数日間歩いて、夜な夜な遊び、重い身体を引きずりながら港町までなんとかつきました。
船を借り、ゆっくりと先へ進みます。
「宝盗って男攫えばいいのか?」
「うん。じいちゃんとばあちゃんがそう言ってた」
「じゃあ俺が宝の場所を探そう。犬は鼻が利く」
「じゃあ俺は犬と一緒に宝を探そう。猿は両手が器用だ」
「じゃあ俺は上から鬼を探そう。雉は空が飛べる」
「じゃあ俺が鬼を攫おう。

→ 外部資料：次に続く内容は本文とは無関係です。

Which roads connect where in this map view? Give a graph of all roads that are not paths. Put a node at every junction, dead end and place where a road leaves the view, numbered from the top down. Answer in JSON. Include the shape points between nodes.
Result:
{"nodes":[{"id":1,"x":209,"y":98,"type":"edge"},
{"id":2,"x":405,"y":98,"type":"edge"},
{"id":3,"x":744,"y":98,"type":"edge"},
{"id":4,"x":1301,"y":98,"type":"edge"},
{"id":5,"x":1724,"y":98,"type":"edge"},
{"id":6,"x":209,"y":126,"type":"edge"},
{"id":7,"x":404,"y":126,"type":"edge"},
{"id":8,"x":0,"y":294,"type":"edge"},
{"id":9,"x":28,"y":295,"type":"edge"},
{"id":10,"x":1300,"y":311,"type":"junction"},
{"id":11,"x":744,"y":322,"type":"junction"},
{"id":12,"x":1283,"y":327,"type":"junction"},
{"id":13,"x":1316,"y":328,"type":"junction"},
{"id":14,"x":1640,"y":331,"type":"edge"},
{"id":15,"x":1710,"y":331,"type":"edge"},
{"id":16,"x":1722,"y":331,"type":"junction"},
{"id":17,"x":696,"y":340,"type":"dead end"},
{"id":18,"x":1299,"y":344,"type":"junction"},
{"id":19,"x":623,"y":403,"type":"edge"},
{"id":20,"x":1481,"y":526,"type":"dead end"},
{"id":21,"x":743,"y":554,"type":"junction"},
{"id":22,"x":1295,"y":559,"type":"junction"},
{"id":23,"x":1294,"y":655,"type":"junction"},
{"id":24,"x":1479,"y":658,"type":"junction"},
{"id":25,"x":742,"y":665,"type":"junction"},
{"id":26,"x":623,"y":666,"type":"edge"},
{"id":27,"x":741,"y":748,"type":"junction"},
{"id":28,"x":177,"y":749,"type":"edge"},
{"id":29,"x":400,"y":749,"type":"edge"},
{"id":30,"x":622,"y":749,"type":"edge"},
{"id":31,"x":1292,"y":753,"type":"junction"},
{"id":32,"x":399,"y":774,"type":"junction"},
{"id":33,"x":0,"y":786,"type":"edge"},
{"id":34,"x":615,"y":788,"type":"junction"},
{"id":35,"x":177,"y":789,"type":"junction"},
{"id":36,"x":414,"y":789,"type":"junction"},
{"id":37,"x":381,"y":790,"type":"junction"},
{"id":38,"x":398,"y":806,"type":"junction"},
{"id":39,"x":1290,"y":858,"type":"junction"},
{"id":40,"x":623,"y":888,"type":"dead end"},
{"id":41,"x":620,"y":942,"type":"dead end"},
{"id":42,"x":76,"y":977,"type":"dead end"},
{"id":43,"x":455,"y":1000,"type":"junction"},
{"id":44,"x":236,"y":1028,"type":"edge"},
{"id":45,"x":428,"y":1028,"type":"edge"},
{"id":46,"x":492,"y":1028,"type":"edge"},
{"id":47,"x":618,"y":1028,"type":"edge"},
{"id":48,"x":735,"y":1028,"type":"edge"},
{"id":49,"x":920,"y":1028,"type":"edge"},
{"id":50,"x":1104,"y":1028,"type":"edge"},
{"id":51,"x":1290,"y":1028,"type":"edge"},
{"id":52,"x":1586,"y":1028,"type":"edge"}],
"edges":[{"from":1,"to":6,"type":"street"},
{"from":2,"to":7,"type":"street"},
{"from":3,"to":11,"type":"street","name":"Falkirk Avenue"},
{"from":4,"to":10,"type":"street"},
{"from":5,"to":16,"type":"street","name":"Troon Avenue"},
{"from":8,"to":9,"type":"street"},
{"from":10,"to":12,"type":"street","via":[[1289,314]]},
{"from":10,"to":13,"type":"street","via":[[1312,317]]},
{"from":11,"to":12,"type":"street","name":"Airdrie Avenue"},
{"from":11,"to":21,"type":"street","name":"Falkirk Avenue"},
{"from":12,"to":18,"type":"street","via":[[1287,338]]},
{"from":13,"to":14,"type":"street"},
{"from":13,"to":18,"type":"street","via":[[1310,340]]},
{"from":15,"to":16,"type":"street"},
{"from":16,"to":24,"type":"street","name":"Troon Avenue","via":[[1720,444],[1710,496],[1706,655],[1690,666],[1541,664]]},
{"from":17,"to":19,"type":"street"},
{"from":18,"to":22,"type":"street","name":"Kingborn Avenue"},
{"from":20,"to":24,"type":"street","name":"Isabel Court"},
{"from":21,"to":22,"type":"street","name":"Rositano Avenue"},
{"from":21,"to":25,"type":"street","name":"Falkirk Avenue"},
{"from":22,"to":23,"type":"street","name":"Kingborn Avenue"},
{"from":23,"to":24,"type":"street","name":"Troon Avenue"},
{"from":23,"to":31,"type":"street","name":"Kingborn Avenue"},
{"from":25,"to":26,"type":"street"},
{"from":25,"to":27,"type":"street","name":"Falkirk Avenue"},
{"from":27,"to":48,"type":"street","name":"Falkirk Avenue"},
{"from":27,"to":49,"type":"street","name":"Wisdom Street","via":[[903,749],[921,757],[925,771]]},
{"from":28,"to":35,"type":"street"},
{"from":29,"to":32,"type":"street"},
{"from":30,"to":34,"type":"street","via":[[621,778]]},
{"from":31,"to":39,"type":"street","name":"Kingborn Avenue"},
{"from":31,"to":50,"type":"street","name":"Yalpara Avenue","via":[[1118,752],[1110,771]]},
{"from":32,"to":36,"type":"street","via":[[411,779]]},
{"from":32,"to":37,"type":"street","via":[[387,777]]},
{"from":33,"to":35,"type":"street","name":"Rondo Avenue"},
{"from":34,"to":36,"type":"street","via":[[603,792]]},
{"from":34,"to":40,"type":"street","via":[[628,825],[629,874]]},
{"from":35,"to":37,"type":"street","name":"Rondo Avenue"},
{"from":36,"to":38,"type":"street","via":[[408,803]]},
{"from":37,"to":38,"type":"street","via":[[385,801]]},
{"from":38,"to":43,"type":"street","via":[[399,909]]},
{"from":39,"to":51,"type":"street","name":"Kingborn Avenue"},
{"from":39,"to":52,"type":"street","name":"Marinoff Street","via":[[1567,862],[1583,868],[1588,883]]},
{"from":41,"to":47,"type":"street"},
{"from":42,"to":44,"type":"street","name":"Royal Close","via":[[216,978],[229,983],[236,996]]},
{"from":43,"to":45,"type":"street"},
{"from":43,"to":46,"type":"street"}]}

危なくなったら助けて下さい」
桃太郎と仲間達は船の上で作戦を立て、静かに鬼ヶ島につきました。
鬼ヶ島は岩だらけの場所でした。
桃太郎達はこそこそと岩陰に隠れながら鬼がいそうな洞窟を見付けました。
ゆっくりと中へ入り、明るい部屋をひっそり覗きます。
「フロイト・・・ユング・・・ベンサム・・・」
何か呪文を唱える鬼はなかなかいい男でした。
ですがとんでもなく強そうでした。
「アレから宝を盗るのか?」
「アレを攫うのか?」
「「「「絶対無理」」」」
桃太郎達は鬼に見つからないようにこそこそと洞窟を出ていきました。
そして船に飛び乗るとものすごい勢いで漕ぎました。
「無理無理無理無理!」
「なんか呪文唱えてたぞ!」
「怖っ!鬼のくせになんか陰湿そう!」
「執念深そうだったしな!」
桃太郎達は一目散に逃げ、急いでおじいさんとおばあさんの家に戻りました。
犬も猿も雉もなんとなく桃太郎についておじいさんとおばあさんの家に行きました。
「・・・で?逃げた上に犬や猿や雉まで拾ってきたのか?」
「飼っていい?」
「駄目に決まってるだろうが!俺は馬鹿を2人も面倒みているのに馬鹿が増えてるだろうが!」
「一緒にしないでくれ」
「黙れ猿!川に沈めるぞ!」
「いいじゃん。許してあげなよ。雉可愛いよ」
「黙れジジィ!!!お前働け!柴刈りついでに熊に狩られろ!」
「じゃあ雉さんは俺と柴刈りついでににゃんにゃんしようねー」
「ちょ、離れてくれ。テメェ近いぞ。俺様に寄るな」
「おばあさん、魚捕ってきてあげるよ!行こう、猿さん」
「おー」
部屋に残ったのは怒りで震えてるおばあさんと桃太郎だけになりました。
桃太郎は恐る恐るおばあさんを見上げます。
「ねぇ、飼っていいでしょ?」
「捨ててきなさい」
それからしばらくの間おばあさんは桃太郎と口を利いてくれませんでした。